Changing the Practice of Medicine
The Southwest Oncology Group
It takes a lot of money to design, conduct and analyze results from large-scale clinical trials of experimental cancer treatments and prevention regimens. Laurence Baker, D.O., professor of internal medicine and pharmacology, wants to make sure it’s money well-spent. So every year, he asks the clinical researchers who attend Southwest Oncology Group meetings the same question: “Is the public getting $45 million worth of work out of you?”

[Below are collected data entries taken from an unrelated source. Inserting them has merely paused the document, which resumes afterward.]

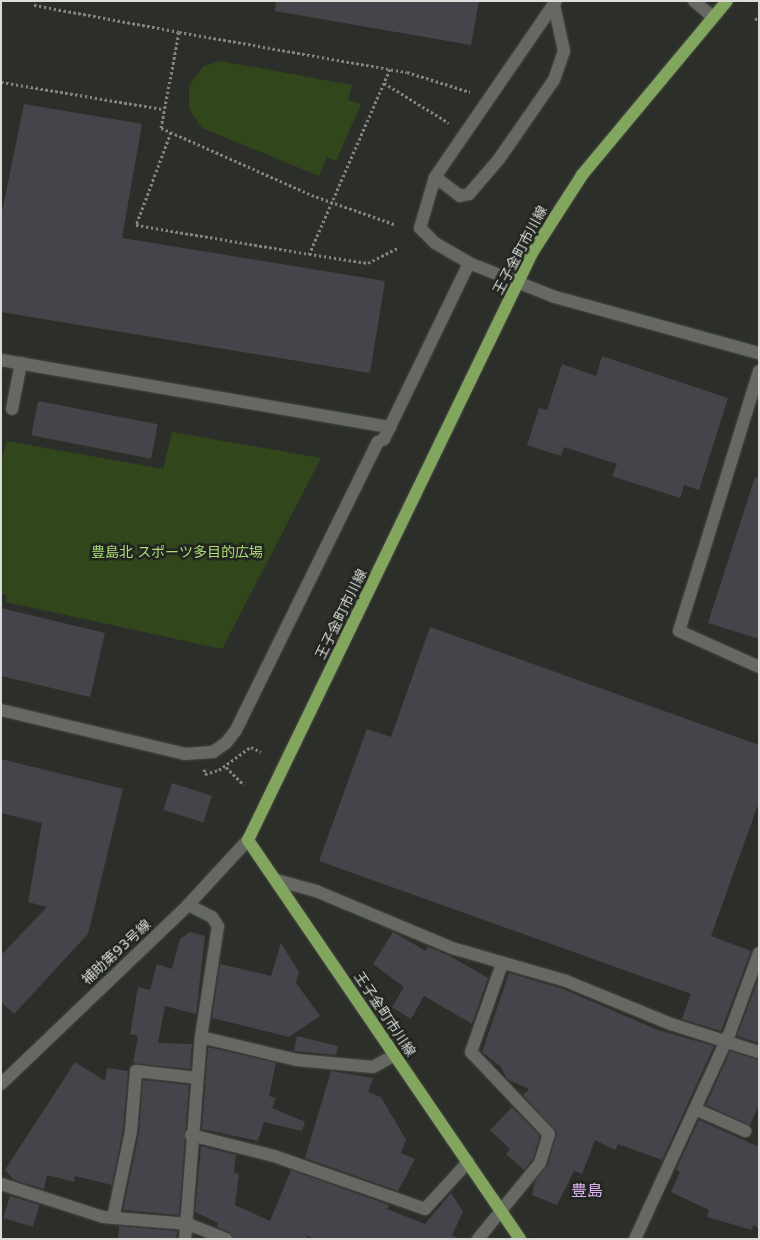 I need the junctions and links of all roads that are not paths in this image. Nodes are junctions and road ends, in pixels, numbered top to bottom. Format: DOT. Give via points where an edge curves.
graph roads {
  1 [pos="694,1"];
  2 [pos="726,1"];
  3 [pos="555,3"];
  4 [pos="713,17"];
  5 [pos="435,178"];
  6 [pos="468,263"];
  7 [pos="518,282"];
  8 [pos="759,353"];
  9 [pos="1,360"];
  10 [pos="21,364"];
  11 [pos="759,370"];
  12 [pos="12,409"];
  13 [pos="390,427"];
  14 [pos="759,668"];
  15 [pos="1,710"];
  16 [pos="248,840"];
  17 [pos="276,880"];
  18 [pos="188,905"];
  19 [pos="759,953"];
  20 [pos="502,964"];
  21 [pos="201,1037"];
  22 [pos="726,1040"];
  23 [pos="759,1052"];
  24 [pos="394,1055"];
  25 [pos="197,1078"];
  26 [pos="1,1084"];
  27 [pos="695,1109"];
  28 [pos="745,1131"];
  29 [pos="191,1135"];
  30 [pos="468,1162"];
  31 [pos="1,1184"];
  32 [pos="500,1210"];
  33 [pos="113,1218"];
  34 [pos="188,1224"];
  35 [pos="185,1239"];
  36 [pos="226,1239"];
  37 [pos="478,1239"];
  38 [pos="520,1239"];
  39 [pos="635,1239"];
  1 -- 4 [label="street"];
  2 -- 4 [label="main road, 王子金町市川線"];
  3 -- 5 [label="street"];
  3 -- 5 [label="street" via="564,51 554,80 499,158 469,194 460,196"];
  4 -- 7 [label="main road, 王子金町市川線" via="582,175"];
  5 -- 6 [label="street" via="420,228 434,243"];
  6 -- 7 [label="street"];
  6 -- 13 [label="street"];
  7 -- 8 [label="street" via="643,324"];
  7 -- 16 [label="main road, 王子金町市川線"];
  9 -- 10 [label="street"];
  10 -- 12 [label="street"];
  10 -- 13 [label="street"];
  11 -- 14 [label="street" via="679,631"];
  13 -- 15 [label="street" via="236,730 226,743 213,752 185,754"];
  16 -- 17 [label="main road, 王子金町市川線"];
  16 -- 18 [label="street, 補助第93号線"];
  17 -- 20 [label="street" via="298,884 452,948"];
  17 -- 24 [label="main road, 王子金町市川線"];
  18 -- 21 [label="street" via="212,917 218,926"];
  18 -- 26 [label="street, 補助第93号線"];
  19 -- 22 [label="street"];
  20 -- 22 [label="street" via="566,981 671,1024"];
  20 -- 32 [label="street" via="471,1052 550,1134 540,1163"];
  21 -- 24 [label="street" via="296,1060 373,1068"];
  21 -- 25 [label="street"];
  22 -- 23 [label="street"];
  22 -- 27 [label="street"];
  24 -- 30 [label="main road, 王子金町市川線"];
  25 -- 29 [label="street"];
  25 -- 33 [label="street" via="136,1070 131,1131"];
  27 -- 28 [label="street"];
  27 -- 39 [label="street"];
  29 -- 30 [label="street" via="274,1156 425,1209"];
  29 -- 34 [label="street"];
  30 -- 32 [label="main road, 王子金町市川線"];
  31 -- 33 [label="street"];
  32 -- 37 [label="street"];
  32 -- 38 [label="main road, 王子金町市川線"];
  33 -- 34 [label="street"];
  34 -- 35 [label="street"];
  34 -- 36 [label="street"];
}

Baker chairs the Southwest Oncology Group, or SWOG—the largest cancer clinical research cooperative in the United States. With an annual budget of $45 million, SWOG has more than 500 institutions and nearly 5,000 research investigators in its cancer trials network. Much of its research funding comes from the National Cancer Institute.
Evidently, the federal government believes it’s getting its money’s worth, because NCI just renewed SWOG’s funding for the next six years with a package of grants expected to exceed $120 million. The principal grant totals more than $63 million and will be administered through the U-M Medical School where SWOG’s administrative offices have been located since 2005 when Baker became chair. It is the largest single research grant ever awarded to the Medical School.
“SWOG conducts phase III trials involving hundreds or thousands of patients,” explains Baker. “It’s the evidence from phase III trials that changes the practice of medicine.”
Baker has been an investigator with the Southwest Oncology Group since 1970. Over the years, he has seen many SWOG-tested experimental treatments become accepted as the standard of care for adult cancers. More recently, SWOG has begun a new initiative in comparative effectiveness research—studies designed to help physicians select the most effective therapy by determining which patients actually benefit from a test or treatment and which patients do not.
“We’ve been funded by NIH to evaluate a genetic test called Oncotype DX in women with node-positive breast cancer,” says Baker. “The study’s goal is to determine if this genetic test predicts whether chemotherapy improves cure rates in women with breast cancer. SWOG investigators also have just been funded for a study to determine whether cancer patients actually benefit from widely used drugs that stimulate the body’s bone marrow to make more white blood cells.”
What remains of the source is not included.